Matt Hegarty|Dec 23, 2004

Magna Entertainment Corp. is living up to its recent vow to work with other companies in the racing industry.

On Thursday, Magna announced that it had reached a partnership with Churchill Downs Inc., its chief U.S. competitor, to export simulcast signals to European countries. Additionally, Youbet.com and AmericaTab said that they had reached agreements to offer Magna's signals on its online wagering platform, reversing a year-long blackout.

Magna still does not provide its tracks signals to TVG.

The partnership with Churchill takes advantage of recent federal legislation that eliminated a 30 percent withholding tax on wagers made in most European countries on U.S. racing. The legislation was passed by Congress earlier this year, after four years of heavy lobbying by the National Thoroughbred Racing Association.

Magna and Churchill are the two largest racing companies in the United States. The European partnership will combine the racing signals from 18 of the two companies' properties and export the signals to outlets in Great Britain, Ireland, Austria, and Germany, according to a release from the two companies. Magna's Austrian subsidiary, MEC Sport and Entertainment GmbH, will distribute the signals, the release said.

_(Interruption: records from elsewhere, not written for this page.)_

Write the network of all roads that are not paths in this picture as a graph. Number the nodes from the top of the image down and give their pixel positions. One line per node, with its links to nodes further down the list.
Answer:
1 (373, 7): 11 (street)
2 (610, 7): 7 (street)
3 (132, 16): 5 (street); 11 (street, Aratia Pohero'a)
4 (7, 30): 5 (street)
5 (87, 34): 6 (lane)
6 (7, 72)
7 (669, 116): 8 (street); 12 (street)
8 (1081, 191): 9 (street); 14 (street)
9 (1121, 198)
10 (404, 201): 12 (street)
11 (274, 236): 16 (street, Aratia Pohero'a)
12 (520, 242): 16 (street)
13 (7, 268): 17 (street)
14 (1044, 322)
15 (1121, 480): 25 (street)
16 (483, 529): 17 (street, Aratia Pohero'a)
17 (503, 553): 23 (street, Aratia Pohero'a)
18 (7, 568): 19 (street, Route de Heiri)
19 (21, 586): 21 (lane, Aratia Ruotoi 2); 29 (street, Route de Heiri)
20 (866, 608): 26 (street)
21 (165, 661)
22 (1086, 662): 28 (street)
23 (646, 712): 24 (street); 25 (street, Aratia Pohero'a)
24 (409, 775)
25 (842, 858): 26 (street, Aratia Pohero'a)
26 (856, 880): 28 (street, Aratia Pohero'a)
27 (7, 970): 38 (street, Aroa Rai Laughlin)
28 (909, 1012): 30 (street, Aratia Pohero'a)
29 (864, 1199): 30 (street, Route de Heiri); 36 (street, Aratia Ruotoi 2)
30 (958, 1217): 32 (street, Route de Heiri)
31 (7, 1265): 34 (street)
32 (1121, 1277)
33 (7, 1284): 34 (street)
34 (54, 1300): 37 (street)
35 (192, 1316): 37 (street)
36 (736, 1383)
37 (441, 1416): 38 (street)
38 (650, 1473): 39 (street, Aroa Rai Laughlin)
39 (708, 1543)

Magna and Churchill are already partners in Triple Crown Productions, along with the New York Racing Association. The partnership, which includes the three companies that hold Triple Crown races, jointly markets the television and sponsorship rights to the races, although this year NYRA went on its own to sign a separate television deal for the Belmont.

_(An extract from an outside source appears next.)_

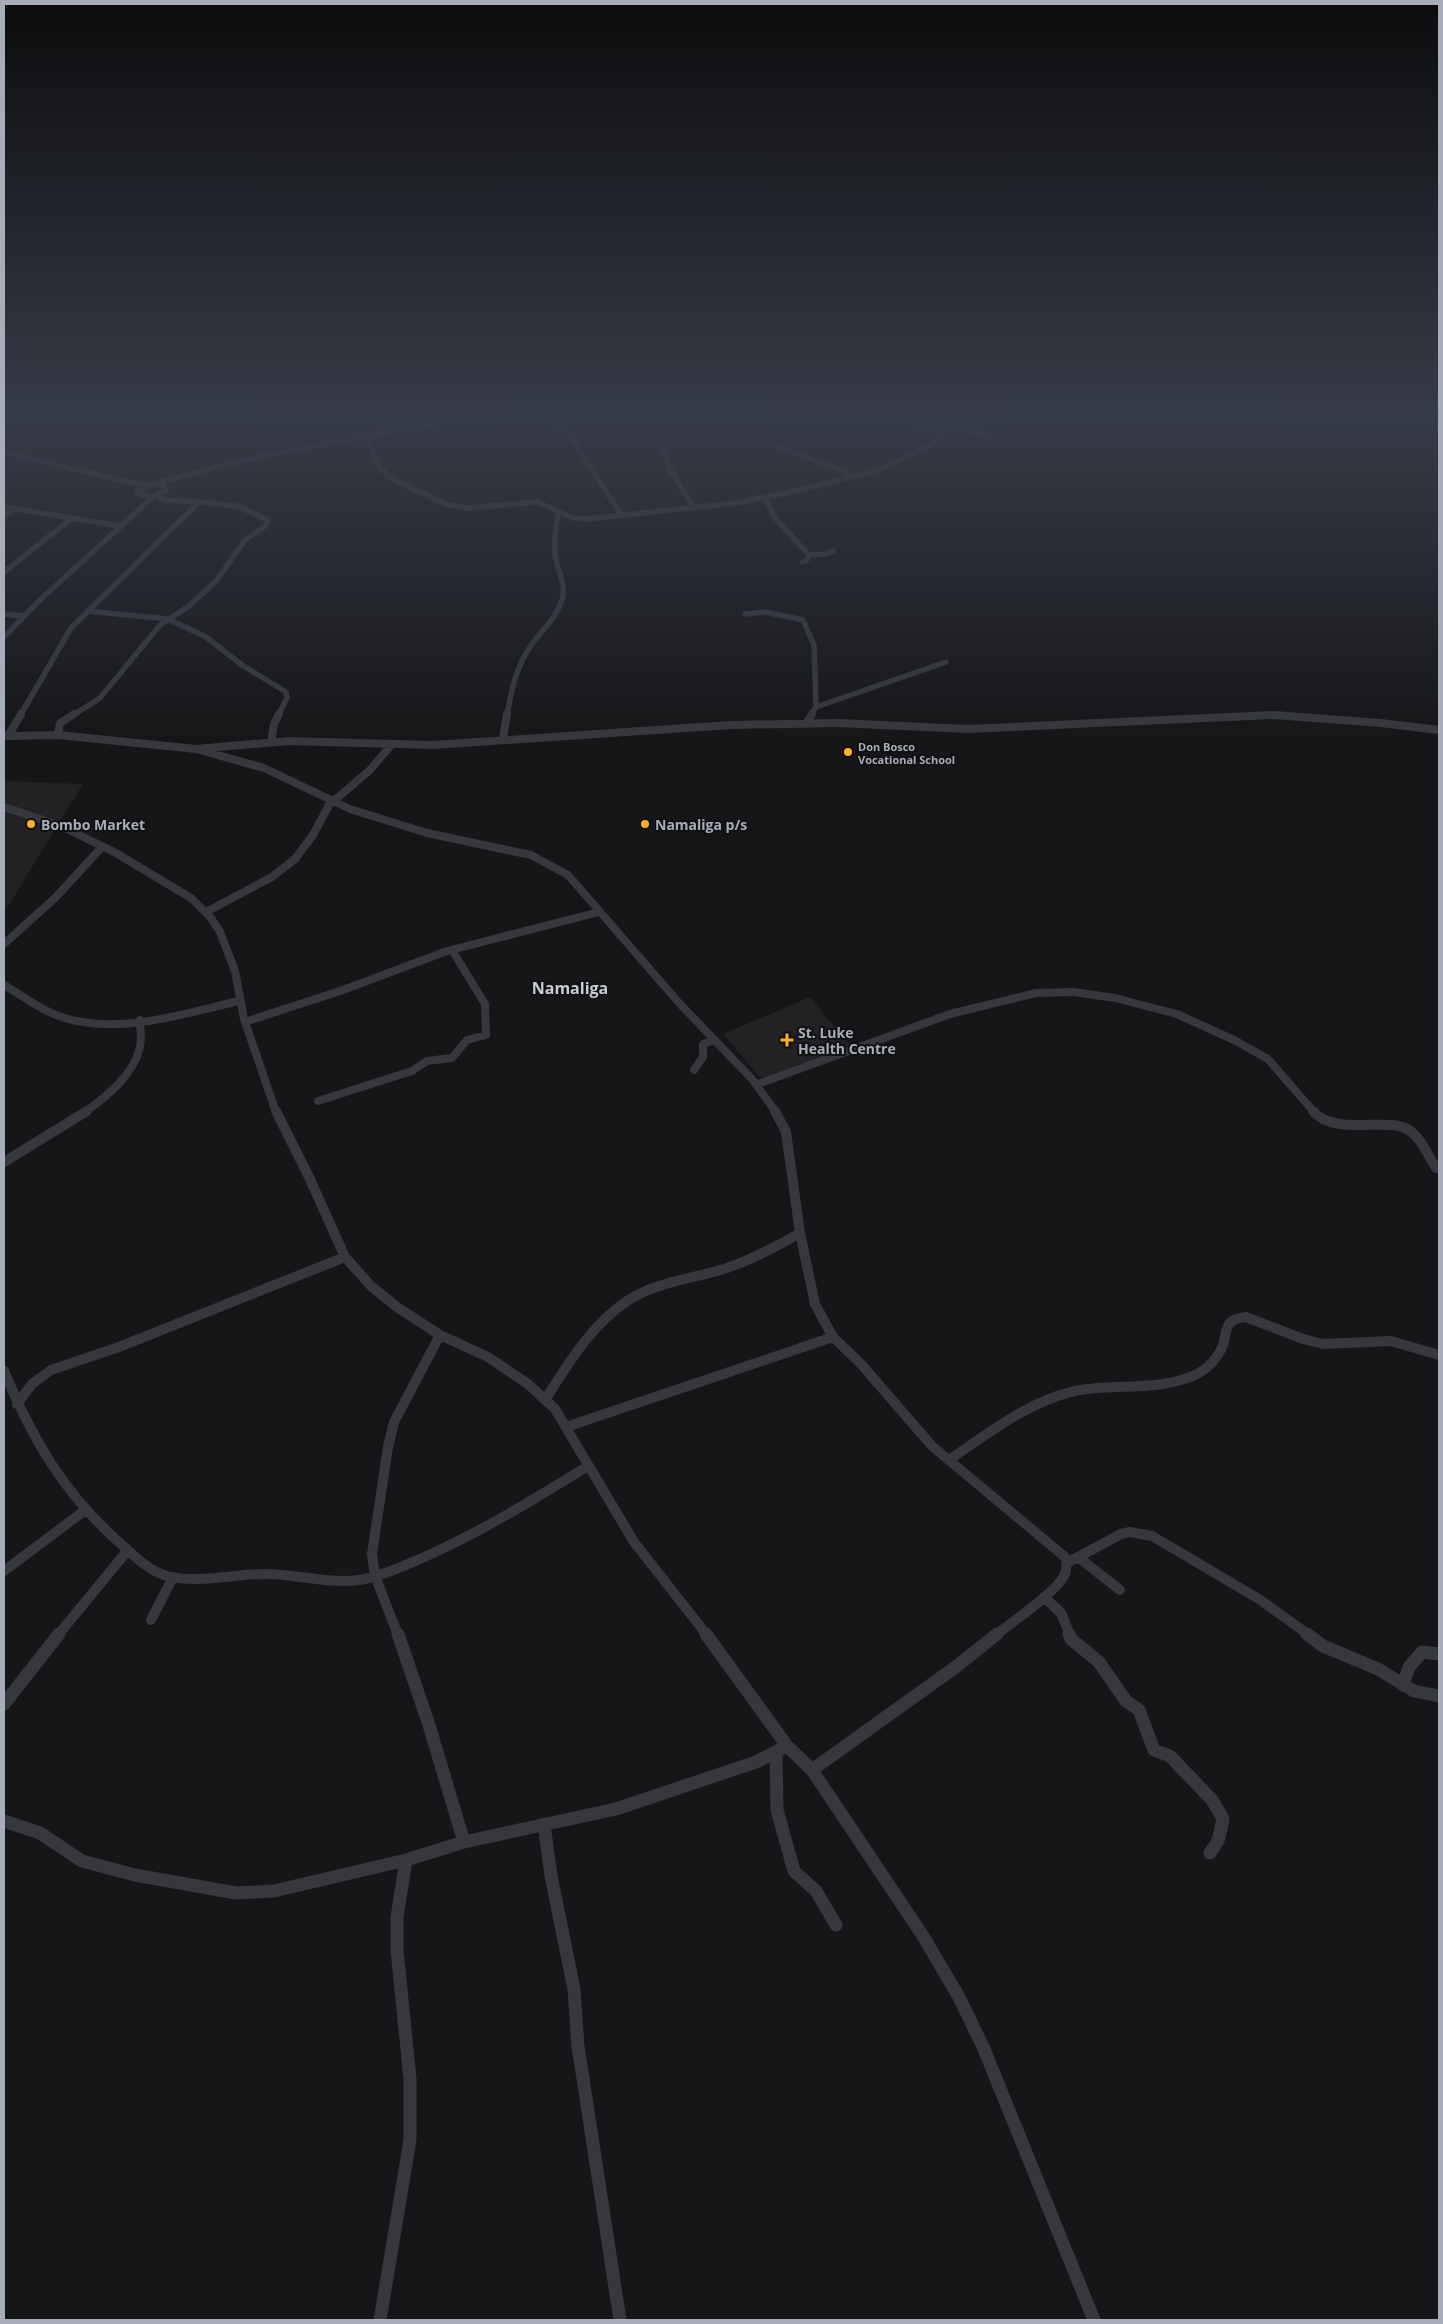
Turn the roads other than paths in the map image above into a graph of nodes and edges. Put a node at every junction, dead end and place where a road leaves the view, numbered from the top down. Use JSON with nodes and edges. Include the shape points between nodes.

During weeklong meetings recently at the University of Arizona Symposium on Racing, Magna officials told their employees that the company would seek to present a better image to other racing companies by striking partnership deals, according to several of the company's workers. Magna has been heavily criticized by many racing officials for several of its past business deals, including the withdrawal late last year of its signals from account-wagering companies that compete with Magna's Internet and telephone betting platform, XpressBet.

Included in the new deal, according to Youbet, is the signal from Pimlico Race Course, the Maryland track owned by Magna that is the home of the second leg of the Triple Crown, the Preakness Stakes. Last year, only XpressBet account-holders were able to bet on the Preakness from home.

Magna's tracks dominate the winter racing season, and its winter signals are prized by account-wagering companies. Magna owns both Santa Anita Park in Southern California and Gulfstream Park in Florida, the two most heavily bet racetracks during the winter months.